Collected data

————

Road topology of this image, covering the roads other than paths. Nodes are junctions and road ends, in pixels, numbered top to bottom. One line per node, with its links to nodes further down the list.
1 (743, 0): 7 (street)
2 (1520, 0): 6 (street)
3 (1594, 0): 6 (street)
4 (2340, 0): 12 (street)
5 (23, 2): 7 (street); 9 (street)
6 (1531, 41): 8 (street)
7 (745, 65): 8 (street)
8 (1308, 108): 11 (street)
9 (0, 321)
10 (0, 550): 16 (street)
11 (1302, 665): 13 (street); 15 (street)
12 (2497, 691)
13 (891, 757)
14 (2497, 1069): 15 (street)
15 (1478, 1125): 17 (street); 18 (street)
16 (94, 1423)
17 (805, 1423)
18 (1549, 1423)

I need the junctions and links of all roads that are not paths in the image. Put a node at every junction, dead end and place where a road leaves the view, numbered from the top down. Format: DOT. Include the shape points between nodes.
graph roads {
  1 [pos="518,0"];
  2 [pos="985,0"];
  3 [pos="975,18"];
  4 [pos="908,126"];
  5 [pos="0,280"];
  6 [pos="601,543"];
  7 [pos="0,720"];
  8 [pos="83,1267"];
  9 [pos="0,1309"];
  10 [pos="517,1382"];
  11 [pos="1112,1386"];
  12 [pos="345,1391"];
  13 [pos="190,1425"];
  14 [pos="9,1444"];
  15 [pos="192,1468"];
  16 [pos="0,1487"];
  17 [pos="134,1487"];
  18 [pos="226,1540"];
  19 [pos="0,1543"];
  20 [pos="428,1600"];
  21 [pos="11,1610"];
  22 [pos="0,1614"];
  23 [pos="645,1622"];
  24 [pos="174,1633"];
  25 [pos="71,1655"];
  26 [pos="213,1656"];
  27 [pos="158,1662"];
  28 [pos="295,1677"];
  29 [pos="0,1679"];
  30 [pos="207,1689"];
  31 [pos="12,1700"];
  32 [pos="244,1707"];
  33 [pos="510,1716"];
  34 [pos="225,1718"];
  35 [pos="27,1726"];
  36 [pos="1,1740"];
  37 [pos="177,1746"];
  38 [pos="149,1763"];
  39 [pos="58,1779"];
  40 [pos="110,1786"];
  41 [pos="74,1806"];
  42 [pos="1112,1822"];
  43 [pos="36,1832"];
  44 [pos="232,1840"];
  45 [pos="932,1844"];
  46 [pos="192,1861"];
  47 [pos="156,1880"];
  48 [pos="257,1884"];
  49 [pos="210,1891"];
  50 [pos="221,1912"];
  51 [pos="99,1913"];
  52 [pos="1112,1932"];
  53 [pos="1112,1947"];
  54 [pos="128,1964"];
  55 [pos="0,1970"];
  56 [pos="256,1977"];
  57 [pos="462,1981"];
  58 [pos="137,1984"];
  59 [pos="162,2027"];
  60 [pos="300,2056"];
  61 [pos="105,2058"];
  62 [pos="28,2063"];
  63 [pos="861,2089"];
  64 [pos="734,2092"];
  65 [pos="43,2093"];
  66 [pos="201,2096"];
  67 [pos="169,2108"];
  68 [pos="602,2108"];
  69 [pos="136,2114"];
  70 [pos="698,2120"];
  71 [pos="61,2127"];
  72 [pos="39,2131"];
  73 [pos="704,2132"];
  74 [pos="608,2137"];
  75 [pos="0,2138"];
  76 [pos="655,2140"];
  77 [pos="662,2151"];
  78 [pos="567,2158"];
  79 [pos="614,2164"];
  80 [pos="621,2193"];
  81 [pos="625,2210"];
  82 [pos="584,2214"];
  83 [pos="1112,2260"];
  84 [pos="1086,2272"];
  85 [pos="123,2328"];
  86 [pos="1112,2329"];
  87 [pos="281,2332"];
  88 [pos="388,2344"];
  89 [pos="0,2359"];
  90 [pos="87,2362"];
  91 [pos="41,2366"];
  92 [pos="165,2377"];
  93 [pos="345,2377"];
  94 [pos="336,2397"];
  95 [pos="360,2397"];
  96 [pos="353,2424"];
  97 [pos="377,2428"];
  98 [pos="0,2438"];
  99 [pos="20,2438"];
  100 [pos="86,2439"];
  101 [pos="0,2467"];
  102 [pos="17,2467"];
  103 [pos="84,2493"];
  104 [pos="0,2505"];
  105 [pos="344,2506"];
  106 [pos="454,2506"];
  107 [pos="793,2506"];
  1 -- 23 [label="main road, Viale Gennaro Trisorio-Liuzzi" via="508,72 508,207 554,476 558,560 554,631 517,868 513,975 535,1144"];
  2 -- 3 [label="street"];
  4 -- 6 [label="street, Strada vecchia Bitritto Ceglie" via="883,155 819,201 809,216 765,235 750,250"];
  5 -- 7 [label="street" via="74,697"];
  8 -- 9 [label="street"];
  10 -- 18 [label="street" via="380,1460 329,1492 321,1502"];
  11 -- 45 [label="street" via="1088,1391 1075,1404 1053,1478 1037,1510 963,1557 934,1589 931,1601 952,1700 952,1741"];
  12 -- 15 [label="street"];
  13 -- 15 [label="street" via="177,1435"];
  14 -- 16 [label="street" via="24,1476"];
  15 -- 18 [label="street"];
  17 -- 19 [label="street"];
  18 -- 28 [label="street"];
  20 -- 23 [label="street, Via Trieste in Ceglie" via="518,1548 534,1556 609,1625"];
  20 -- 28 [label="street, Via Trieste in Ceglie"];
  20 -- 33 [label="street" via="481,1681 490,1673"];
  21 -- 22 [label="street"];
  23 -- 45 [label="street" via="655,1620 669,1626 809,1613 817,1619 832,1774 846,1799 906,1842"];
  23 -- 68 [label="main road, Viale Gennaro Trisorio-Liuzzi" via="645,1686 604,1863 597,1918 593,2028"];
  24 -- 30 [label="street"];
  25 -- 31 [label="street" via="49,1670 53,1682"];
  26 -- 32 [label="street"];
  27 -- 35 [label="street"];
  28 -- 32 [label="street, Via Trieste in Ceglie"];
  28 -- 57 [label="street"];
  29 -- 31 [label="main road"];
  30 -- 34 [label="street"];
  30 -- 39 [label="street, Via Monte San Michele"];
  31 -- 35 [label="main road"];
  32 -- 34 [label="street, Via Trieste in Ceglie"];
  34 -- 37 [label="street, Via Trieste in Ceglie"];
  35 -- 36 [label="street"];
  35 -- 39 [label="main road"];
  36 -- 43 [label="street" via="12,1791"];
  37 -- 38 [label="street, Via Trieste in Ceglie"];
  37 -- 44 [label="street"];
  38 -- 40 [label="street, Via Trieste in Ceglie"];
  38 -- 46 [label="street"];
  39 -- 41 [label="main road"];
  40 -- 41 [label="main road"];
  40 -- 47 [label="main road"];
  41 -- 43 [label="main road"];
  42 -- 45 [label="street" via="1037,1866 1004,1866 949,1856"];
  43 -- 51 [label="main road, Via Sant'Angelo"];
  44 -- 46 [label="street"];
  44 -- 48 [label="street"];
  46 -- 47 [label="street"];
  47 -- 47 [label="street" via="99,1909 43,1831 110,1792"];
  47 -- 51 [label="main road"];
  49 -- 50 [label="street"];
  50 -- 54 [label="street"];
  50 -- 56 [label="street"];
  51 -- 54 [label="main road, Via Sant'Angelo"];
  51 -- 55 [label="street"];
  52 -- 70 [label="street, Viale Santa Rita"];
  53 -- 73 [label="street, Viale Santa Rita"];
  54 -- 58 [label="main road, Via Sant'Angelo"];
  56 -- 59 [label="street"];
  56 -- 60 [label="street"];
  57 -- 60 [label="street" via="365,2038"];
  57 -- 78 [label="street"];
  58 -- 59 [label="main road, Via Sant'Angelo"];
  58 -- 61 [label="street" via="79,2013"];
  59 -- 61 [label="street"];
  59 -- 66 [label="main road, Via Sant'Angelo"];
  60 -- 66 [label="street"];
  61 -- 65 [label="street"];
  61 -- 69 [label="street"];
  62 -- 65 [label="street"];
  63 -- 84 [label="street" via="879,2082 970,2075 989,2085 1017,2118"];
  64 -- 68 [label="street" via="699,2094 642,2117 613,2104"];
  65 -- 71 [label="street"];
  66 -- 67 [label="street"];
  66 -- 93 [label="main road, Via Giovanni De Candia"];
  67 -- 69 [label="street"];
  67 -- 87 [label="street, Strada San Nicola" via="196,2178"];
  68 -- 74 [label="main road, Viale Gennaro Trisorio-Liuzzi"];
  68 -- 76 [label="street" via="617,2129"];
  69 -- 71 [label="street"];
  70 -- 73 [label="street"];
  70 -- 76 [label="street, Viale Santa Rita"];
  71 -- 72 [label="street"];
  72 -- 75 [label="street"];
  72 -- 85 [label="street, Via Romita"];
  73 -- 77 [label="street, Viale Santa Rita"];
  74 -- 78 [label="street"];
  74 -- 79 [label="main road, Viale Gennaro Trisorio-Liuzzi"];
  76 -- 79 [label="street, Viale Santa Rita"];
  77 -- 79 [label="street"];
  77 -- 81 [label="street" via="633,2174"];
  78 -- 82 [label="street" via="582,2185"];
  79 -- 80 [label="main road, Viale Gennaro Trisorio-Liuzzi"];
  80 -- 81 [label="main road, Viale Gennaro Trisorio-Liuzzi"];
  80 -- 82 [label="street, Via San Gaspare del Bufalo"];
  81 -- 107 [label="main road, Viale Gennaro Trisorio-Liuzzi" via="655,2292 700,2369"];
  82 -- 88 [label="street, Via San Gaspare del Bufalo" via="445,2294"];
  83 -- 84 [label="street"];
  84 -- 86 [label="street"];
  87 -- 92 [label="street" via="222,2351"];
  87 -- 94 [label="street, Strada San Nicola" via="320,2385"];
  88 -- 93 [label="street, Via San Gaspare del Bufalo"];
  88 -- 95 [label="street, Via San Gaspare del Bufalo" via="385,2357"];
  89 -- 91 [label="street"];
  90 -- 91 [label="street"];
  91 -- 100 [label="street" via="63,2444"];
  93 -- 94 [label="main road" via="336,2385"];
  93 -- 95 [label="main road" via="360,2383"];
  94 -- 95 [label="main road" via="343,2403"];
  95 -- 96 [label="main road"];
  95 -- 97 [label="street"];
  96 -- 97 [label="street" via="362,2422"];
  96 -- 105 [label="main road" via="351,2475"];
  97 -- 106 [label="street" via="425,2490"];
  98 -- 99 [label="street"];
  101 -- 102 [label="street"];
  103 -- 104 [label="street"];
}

————

## REQUIRED WORK
Report every line of the records that contains the word "paths".

## RESPONSE
Road topology of this image, covering the roads other than paths. Nodes are junctions and road ends, in pixels, numbered top to bottom. One line per node, with its links to nodes further down the list.
I need the junctions and links of all roads that are not paths in the image. Put a node at every junction, dead end and place where a road leaves the view, numbered from the top down. Format: DOT. Include the shape points between nodes.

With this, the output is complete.